Thursday 30 March 2017

James Feddeck - maestro to the rescue


The day young American maestro James Feddeck first visited the Hallé is one I won’t forget. I don’t think he will, either.

“I got a phone call, and I was on the plane within an hour and a half,” he recalls. Feddeck was called in two years ago when another conductor pulled out through illness. He took on most of the prepared programme for three concerts here and scored a personal triumph.

Now he’s back in Manchester, to conduct the Hallé (in the May ‘Opus One concerts) and before that the BBC Philharmonic.

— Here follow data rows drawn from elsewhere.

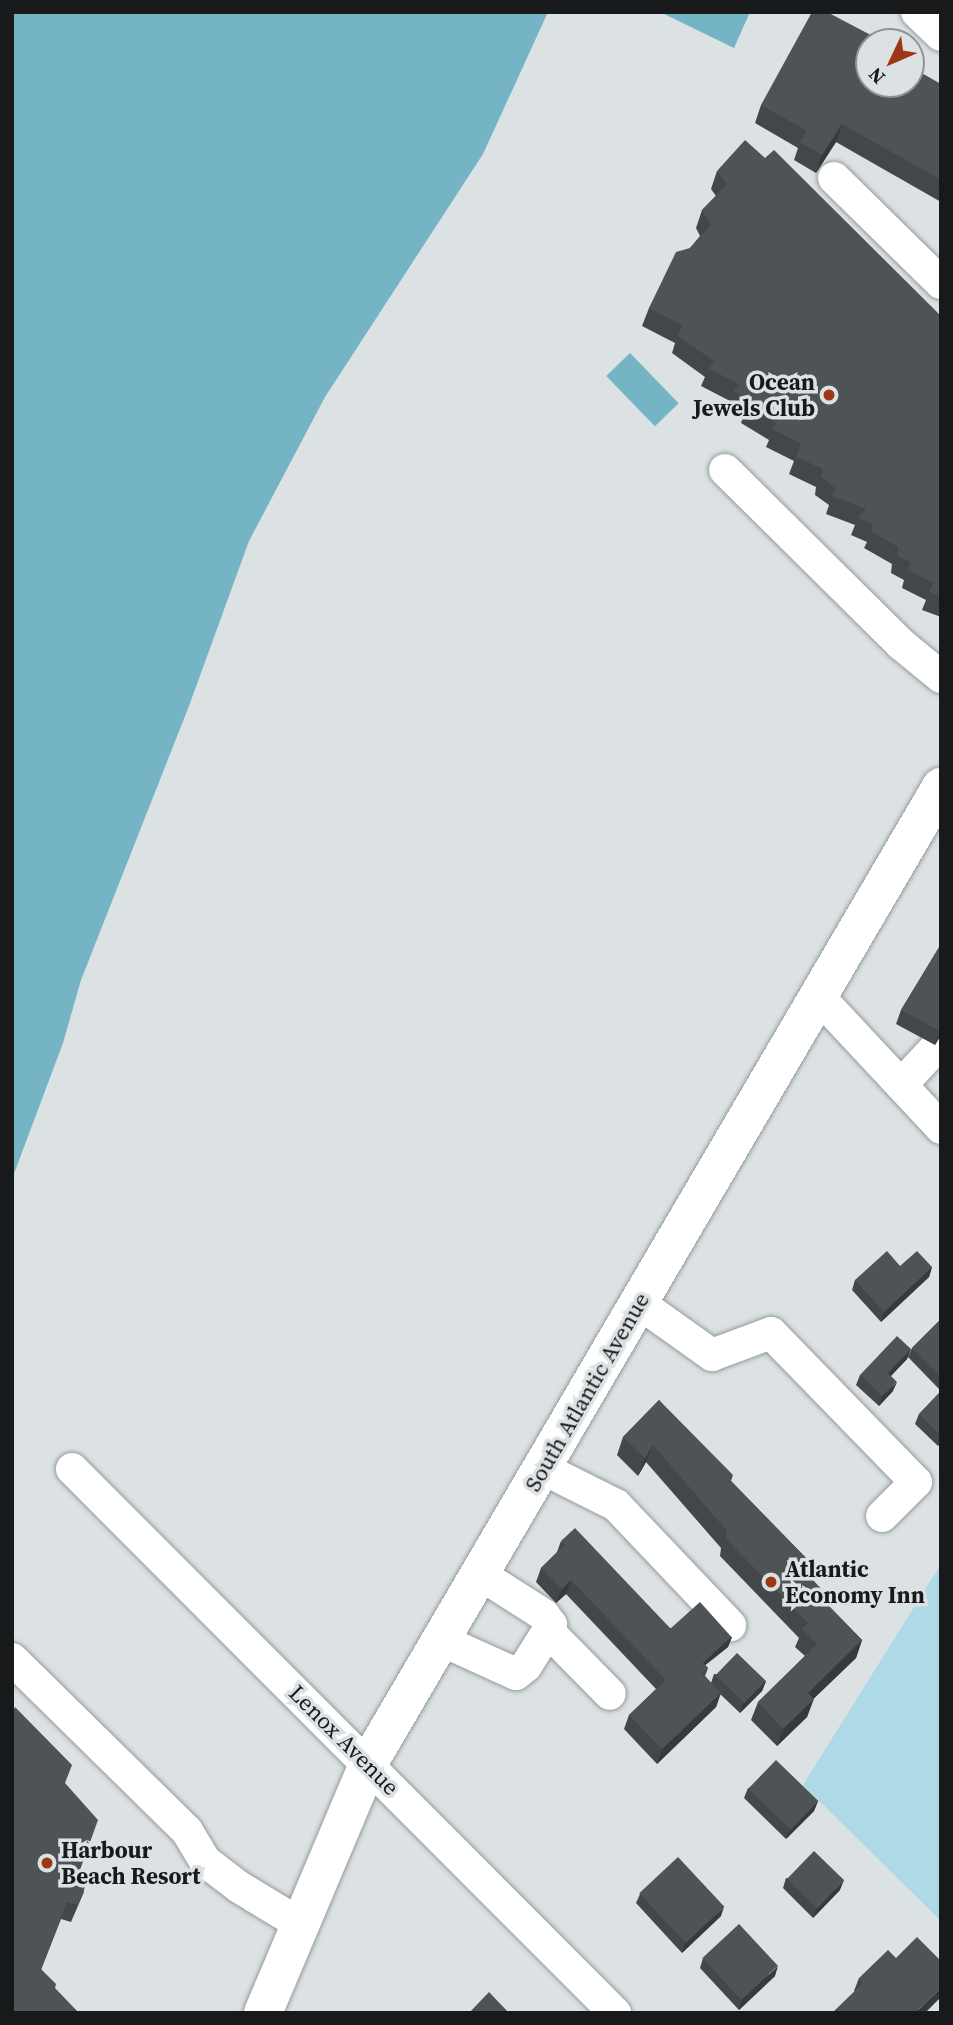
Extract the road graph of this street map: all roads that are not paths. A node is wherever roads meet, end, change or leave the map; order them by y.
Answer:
1 (917, 12) edge
2 (941, 35) edge
3 (834, 178) dead end
4 (941, 283) edge
5 (725, 470) dead end
6 (941, 677) edge
7 (941, 787) edge
8 (819, 997) junction
9 (941, 1042) edge
10 (901, 1085) junction
11 (941, 1128) edge
12 (639, 1303) junction
13 (542, 1468) junction
14 (72, 1469) dead end
15 (882, 1516) dead end
16 (480, 1574) junction
17 (730, 1625) dead end
18 (548, 1631) junction
19 (442, 1640) junction
20 (12, 1659) edge
21 (610, 1694) dead end
22 (368, 1764) junction
23 (300, 1924) junction
24 (263, 2013) edge
25 (615, 2013) edge

1 - 2 street
3 - 4 street
5 - 6 street
7 - 8 main road, South Atlantic Avenue
8 - 10 street
8 - 12 main road, South Atlantic Avenue
9 - 10 street
10 - 11 street
12 - 13 main road, South Atlantic Avenue
12 - 15 street
13 - 16 main road, South Atlantic Avenue
13 - 17 street
14 - 22 street, Lenox Avenue
16 - 18 street
16 - 19 main road, South Atlantic Avenue
18 - 19 street
18 - 21 street
19 - 22 main road, South Atlantic Avenue
20 - 23 street
22 - 23 main road, South Atlantic Avenue
22 - 25 street, Lenox Avenue
23 - 24 main road, South Atlantic Avenue

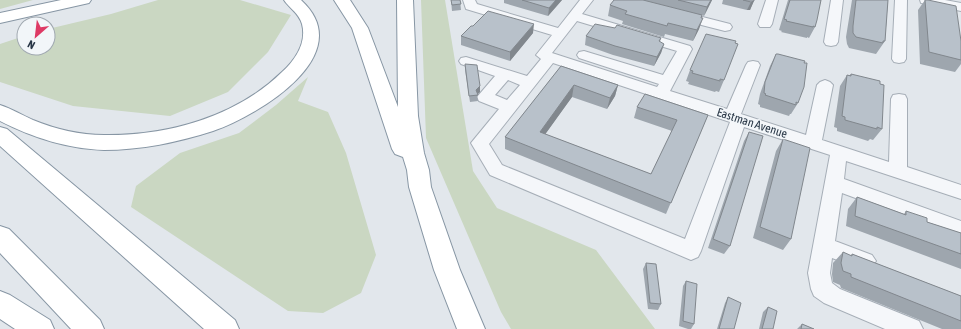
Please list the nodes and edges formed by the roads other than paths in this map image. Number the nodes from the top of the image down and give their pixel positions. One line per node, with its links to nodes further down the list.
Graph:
1 (90, 0): 11 (highway)
2 (292, 0): 31 (highway)
3 (342, 0): 38 (highway)
4 (405, 0): 38 (highway)
5 (470, 0): 18 (street)
6 (587, 0): 14 (street)
7 (772, 0): 16 (street)
8 (837, 0): 19 (street)
9 (901, 0): 22 (street)
10 (926, 0): 12 (street)
11 (77, 1): 15 (highway)
12 (961, 7)
13 (666, 12): 17 (street)
14 (574, 16): 18 (street); 28 (street)
15 (0, 17)
16 (765, 24)
17 (725, 27)
18 (561, 33): 21 (street)
19 (830, 42)
20 (584, 55): 28 (street)
21 (547, 56): 26 (street); 28 (street, Eastman Avenue)
22 (899, 59)
23 (466, 61): 25 (street)
24 (753, 65): 32 (street)
25 (505, 74): 26 (street); 30 (street)
26 (530, 83): 30 (street)
27 (825, 85): 34 (street)
28 (664, 88): 32 (street, Eastman Avenue)
29 (899, 99): 36 (street)
30 (510, 107): 32 (street)
31 (0, 112)
32 (736, 118): 34 (street, Eastman Avenue)
33 (0, 134): 47 (highway)
34 (813, 143): 35 (street, Eastman Avenue)
35 (839, 152): 36 (street, Eastman Avenue); 37 (street)
36 (898, 171): 39 (street, Eastman Avenue)
37 (834, 183): 40 (street); 42 (street)
38 (420, 187): 48 (highway)
39 (961, 192)
40 (961, 229)
41 (0, 236): 46 (highway)
42 (824, 246): 43 (street); 49 (street)
43 (882, 268)
44 (0, 304): 45 (highway)
45 (40, 329)
46 (90, 329)
47 (224, 329)
48 (471, 329)
49 (911, 329)

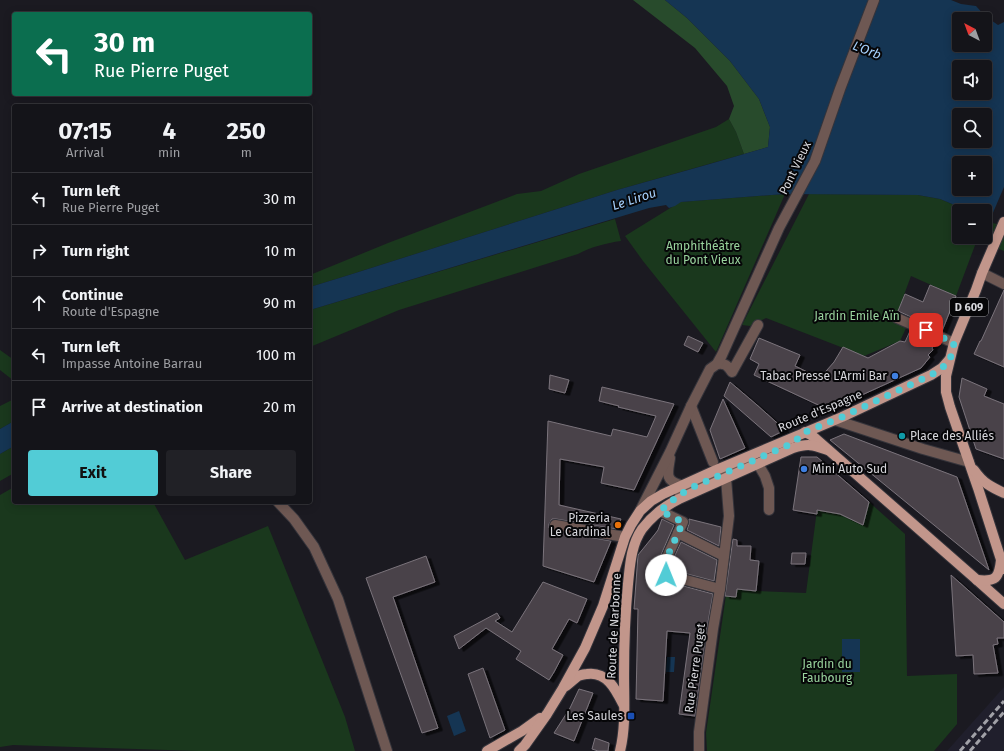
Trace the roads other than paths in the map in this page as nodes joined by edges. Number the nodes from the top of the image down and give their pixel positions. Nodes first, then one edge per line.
1 (874, 0) edge
2 (1004, 222) edge
3 (982, 273) junction
4 (1004, 284) edge
5 (897, 318) dead end
6 (758, 325) dead end
7 (954, 343) junction
8 (950, 360) junction
9 (717, 364) junction
10 (691, 406) junction
11 (835, 420) junction
12 (805, 432) junction
13 (828, 450) junction
14 (670, 452) junction
15 (713, 462) dead end
16 (969, 462) junction
17 (758, 464) junction
18 (726, 478) junction
19 (681, 485) junction
20 (1004, 493) edge
21 (280, 504) edge
22 (664, 508) junction
23 (769, 510) dead end
24 (640, 511) junction
25 (555, 525) dead end
26 (678, 533) junction
27 (625, 538) junction
28 (1004, 546) edge
29 (724, 556) junction
30 (1003, 564) edge
31 (977, 580) junction
32 (720, 589) junction
33 (1004, 604) edge
34 (563, 688) junction
35 (624, 705) junction
36 (547, 714) junction
37 (387, 751) edge
38 (487, 751) edge
39 (519, 751) edge
40 (620, 751) edge
41 (699, 751) edge

1 - 9 street, Pont Vieux
2 - 3 main road, D 609
3 - 4 street
3 - 7 main road, D 609
5 - 7 street
6 - 9 street
7 - 8 main road, D 609
8 - 11 main road, Route d'Espagne
8 - 16 main road
9 - 10 street, Pont Vieux
10 - 14 street, Pont Vieux
10 - 15 street
11 - 12 main road, Route d'Espagne
11 - 16 street
12 - 13 main road
12 - 19 main road, Route d'Espagne
12 - 22 street
13 - 17 main road, Route d'Espagne
13 - 31 main road
14 - 19 street
14 - 24 street, Pont Vieux
16 - 20 main road
16 - 30 main road
17 - 18 main road, Route d'Espagne
17 - 23 street
18 - 22 main road, Route d'Espagne
18 - 29 street, Rue Pierre Puget
19 - 24 main road, Route d'Espagne
21 - 37 street
22 - 26 street
22 - 35 main road, Route de Narbonne
24 - 27 main road, Route d'Espagne
25 - 27 street
26 - 29 street
26 - 32 street
27 - 34 main road, Route d'Espagne
28 - 30 main road
29 - 32 street, Rue Pierre Puget
30 - 31 main road
31 - 33 main road
32 - 41 street, Rue Pierre Puget
34 - 35 main road
34 - 36 main road, Route d'Espagne
35 - 40 main road, Route de Narbonne
36 - 38 main road
36 - 39 main road, Route d'Espagne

Since appointment as assistant conductor of the Cleveland Orchestra (one of the USA’s finest) from 2009 to 2013 he’s become known for saving the day elsewhere, too.

“But I’m also happy to come to an orchestra with advance notice!” he quips – and he’s getting those bookings, too – from Berlin, The Hague, Houston, Los Angeles, Chicago, Detroit, Minnesota, Toronto … the list goes on.

James Feddeck grew up in New York in a family who loved music but were not professional musicians. “My grandfather thought every civilized home should have a piano,” he says, “and he bought each of his three sons a grand piano.

“When I was very young I started to play by ear – music really did find me.”

He was a church organist at the age of eight, and at 11 was asked to train the choir.

“It was miraculous that I was even allowed to try,” he says. “I had to plan things and run rehearsals. So I came to all this through choral music and singing – I often try to encourage orchestral players to be more like singers.”

He’s an instrumental player as well, having taken the oboe through music college (as well as organ, piano and conducting – he went to the Oberlin Conservatory in Ohio because it was one of the few that would let him have four principal studies at once).

He started his own orchestra there (“by begging friends – I bribed them with pizza and do-nuts,” he says), and it grew to the point where there were over 80 and he was conducting major symphonies.

“Musically there’s always my favourite moment with an orchestra, when we’ve been looking at each other and thinking ‘who is this?’ – and then we’re just in the music together.”

l James Feddeck conducts the BBC Philharmonic on April 1 at the Bridgewater Hall.


  

 James Feddeck credit Terry Johnston (l) and Benjamin Ealovega (rt)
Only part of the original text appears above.